An example special-purpose telemetry frame type applicable to sampling an oil-bearing formation drilled with an oil-based mud includes: (a) pumped volume, (b) two or more absorbance measurements in the hydrocarbon absorbance range of 1600-2000 nm, (c) one or more optical absorbance measurements in the range of 800-1200 nm, (d) one or more absorbance measurements in the visible range (e.g., 400-800 nm) (e) an absorbance measurement in the range corresponding to a CO2 absorption peak, (f) a flow line fluid density and viscosity, (g) a flow line fluid temperature, (h) a flowline fluid pressure, and (i) a quality indicator. In this example, the values are coded with an average of 12 bits per value, although some, such as the quality indicator maybe coded with fewer bits. In some examples, the values may be processed downhole before transmission to reduce noise levels. Assuming a telemetry data rate of approximately 3 bps, such a telemetry data frame may be transmitted once a minute. These values may be further processed at the surface (e.g., by the example surface computer 160) to determine one or more of: (a) a contamination level from optical absorbance measurements in the hydrocarbon absorbance range, (b) a contamination level deduced from optical absorbance measurements in the visible range, (c) composition comprising the mass ratio of C1, C2, C3-C5, C6+ and CO2, and/or (d) a gas-oil ratio.
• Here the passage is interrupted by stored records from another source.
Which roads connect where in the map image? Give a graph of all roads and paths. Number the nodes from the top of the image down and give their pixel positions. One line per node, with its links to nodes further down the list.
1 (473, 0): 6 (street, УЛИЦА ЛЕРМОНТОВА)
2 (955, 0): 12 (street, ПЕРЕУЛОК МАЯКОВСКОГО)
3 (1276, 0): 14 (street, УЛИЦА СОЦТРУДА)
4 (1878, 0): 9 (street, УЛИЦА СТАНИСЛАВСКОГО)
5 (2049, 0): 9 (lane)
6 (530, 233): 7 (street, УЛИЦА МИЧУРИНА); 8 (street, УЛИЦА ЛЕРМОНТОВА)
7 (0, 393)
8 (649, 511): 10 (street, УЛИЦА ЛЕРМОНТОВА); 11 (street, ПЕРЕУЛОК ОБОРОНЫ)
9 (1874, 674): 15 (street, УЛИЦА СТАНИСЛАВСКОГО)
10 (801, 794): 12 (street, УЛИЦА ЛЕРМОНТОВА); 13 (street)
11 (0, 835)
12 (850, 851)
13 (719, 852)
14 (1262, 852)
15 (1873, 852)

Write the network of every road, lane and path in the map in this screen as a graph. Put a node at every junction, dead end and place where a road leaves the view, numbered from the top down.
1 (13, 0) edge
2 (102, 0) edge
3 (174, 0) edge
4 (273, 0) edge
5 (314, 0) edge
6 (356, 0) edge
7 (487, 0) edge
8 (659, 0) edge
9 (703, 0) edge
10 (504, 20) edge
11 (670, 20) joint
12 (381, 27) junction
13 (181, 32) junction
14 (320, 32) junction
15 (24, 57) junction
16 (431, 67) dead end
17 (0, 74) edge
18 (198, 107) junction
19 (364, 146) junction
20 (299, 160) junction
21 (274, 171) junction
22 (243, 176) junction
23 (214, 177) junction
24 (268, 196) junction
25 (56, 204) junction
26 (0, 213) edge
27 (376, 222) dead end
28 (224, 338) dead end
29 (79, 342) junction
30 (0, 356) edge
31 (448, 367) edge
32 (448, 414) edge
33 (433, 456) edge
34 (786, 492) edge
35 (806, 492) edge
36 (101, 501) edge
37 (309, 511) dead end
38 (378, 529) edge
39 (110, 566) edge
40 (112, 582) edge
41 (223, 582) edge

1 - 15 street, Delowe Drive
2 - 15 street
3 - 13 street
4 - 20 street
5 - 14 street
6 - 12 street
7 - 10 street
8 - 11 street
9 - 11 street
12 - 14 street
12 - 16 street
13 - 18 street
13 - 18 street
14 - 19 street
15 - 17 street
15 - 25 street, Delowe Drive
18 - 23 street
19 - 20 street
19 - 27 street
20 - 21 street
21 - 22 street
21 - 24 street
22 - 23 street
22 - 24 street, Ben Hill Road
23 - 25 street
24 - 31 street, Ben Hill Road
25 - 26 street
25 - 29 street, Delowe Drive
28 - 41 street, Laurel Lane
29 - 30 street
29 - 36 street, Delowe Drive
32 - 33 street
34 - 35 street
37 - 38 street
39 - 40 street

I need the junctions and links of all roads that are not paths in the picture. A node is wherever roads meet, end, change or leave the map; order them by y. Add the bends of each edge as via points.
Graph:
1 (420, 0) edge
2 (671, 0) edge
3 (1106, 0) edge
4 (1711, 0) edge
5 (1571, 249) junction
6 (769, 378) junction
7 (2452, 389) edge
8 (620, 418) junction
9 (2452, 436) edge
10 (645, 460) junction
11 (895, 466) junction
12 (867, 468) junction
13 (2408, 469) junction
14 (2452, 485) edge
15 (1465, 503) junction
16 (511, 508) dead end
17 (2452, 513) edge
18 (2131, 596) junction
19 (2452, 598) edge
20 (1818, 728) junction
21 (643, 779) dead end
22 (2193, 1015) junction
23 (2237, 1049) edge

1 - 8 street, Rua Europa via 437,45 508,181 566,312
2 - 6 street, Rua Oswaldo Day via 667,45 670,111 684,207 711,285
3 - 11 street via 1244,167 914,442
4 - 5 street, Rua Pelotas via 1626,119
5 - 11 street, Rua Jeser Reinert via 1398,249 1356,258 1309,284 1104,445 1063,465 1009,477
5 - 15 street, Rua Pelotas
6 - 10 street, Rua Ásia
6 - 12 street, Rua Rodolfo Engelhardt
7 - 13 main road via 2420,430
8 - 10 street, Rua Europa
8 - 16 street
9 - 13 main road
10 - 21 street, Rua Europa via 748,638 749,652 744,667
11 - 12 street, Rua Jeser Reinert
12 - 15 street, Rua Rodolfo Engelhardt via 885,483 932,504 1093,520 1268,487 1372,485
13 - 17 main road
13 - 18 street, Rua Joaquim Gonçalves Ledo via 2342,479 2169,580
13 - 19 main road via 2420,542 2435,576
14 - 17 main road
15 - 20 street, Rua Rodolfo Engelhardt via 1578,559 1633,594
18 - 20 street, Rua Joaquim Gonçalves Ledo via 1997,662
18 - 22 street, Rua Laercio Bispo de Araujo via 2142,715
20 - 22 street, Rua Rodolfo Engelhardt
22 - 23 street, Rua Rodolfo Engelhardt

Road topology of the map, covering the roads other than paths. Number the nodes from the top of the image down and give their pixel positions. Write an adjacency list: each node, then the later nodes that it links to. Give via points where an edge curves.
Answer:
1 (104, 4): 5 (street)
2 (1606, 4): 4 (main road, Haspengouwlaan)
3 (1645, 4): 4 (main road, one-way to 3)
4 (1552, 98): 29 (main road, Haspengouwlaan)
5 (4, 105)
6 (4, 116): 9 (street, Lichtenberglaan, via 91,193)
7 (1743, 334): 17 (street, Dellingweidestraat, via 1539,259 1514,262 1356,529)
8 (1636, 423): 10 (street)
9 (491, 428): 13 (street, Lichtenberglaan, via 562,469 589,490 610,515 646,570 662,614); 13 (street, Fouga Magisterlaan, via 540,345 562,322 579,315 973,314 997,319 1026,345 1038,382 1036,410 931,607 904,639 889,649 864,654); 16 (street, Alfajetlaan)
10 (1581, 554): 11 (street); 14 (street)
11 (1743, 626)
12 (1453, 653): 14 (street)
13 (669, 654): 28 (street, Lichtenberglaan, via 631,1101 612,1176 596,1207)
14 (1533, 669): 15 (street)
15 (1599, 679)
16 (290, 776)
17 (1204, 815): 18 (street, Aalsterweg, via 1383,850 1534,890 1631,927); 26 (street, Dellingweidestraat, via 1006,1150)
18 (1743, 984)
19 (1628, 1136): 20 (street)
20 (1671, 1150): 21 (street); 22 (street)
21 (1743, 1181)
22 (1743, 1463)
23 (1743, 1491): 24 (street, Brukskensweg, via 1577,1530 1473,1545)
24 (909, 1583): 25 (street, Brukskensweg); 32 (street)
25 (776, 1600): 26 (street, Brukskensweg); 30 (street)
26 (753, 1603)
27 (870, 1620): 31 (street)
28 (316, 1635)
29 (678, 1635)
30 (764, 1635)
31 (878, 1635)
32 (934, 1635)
Another example special-purpose telemetry frame type applicable to sampling an oil-bearing formation drilled with an oil-based mud includes: (a) pumped volume, (b) three absorbance measurements in the hydrocarbon absorbance range of 1600-2000 nm, (c) one or more optical absorbance measurements in the range of 800-1200 nm, (d) one or more absorbance measurements in the visible range (e.g., 400-800 nm) (e) an absorbance measurement in the range corresponding to a CO2 absorption peak, (f) a flow line fluid temperature, (g) a flowline fluid pressure, and (h) a quality indicator. In this example, the values are coded with an average of 12 bits per value, although some like the quality indicator maybe coded with fewer bits. In some examples, the values may be processed downhole before transmission to reduce noise levels. Assuming a telemetry data rate of approximately 3 bps, such a telemetry data frame may be transmitted once a minute.

Another example special-purpose telemetry frame type applicable to sampling a gas-filled formation drilled with an oil-based mud includes: (a) a pumped volume, (b) a plurality of absorbance measurements in the range of 1600-2000 nm, (c) one or more absorbance measurements in the visible range (e.g., 400-800 nm), (d) an absorbance measurement in the range corresponding to a CO2 absorption peak, (e) flow line fluorescence values at one or more wavelengths in the range of 500-700 nm, (f) a flow line fluid pressure, and (g) a quality indicator.

Yet another example special-purpose telemetry frame type applicable to sampling a water-filled formation drilled with an oil-based mud includes: (a) a pumped volume, (b) a flow line fluid resistivity, (c) flow line fluid density and viscosity, (d) a flow line fluid temperature, (e) a pH measurement and/or two or more optical absorbance measurements in the visible or NIR range, (f) a volume fraction of oil and water, (g) a flowline fluid pressure, (h) a quality indicator, and (i) one or more absorbances in the hydrocarbon absorbance range of 1600-1800 nm. Other special-purpose telemetry frame types may be defined for detecting and/or monitoring possible fluid phase separations that may occur in a sampled fluid, although the sampling rate should be adjusted based on data received in one or more general-purpose telemetry data frames.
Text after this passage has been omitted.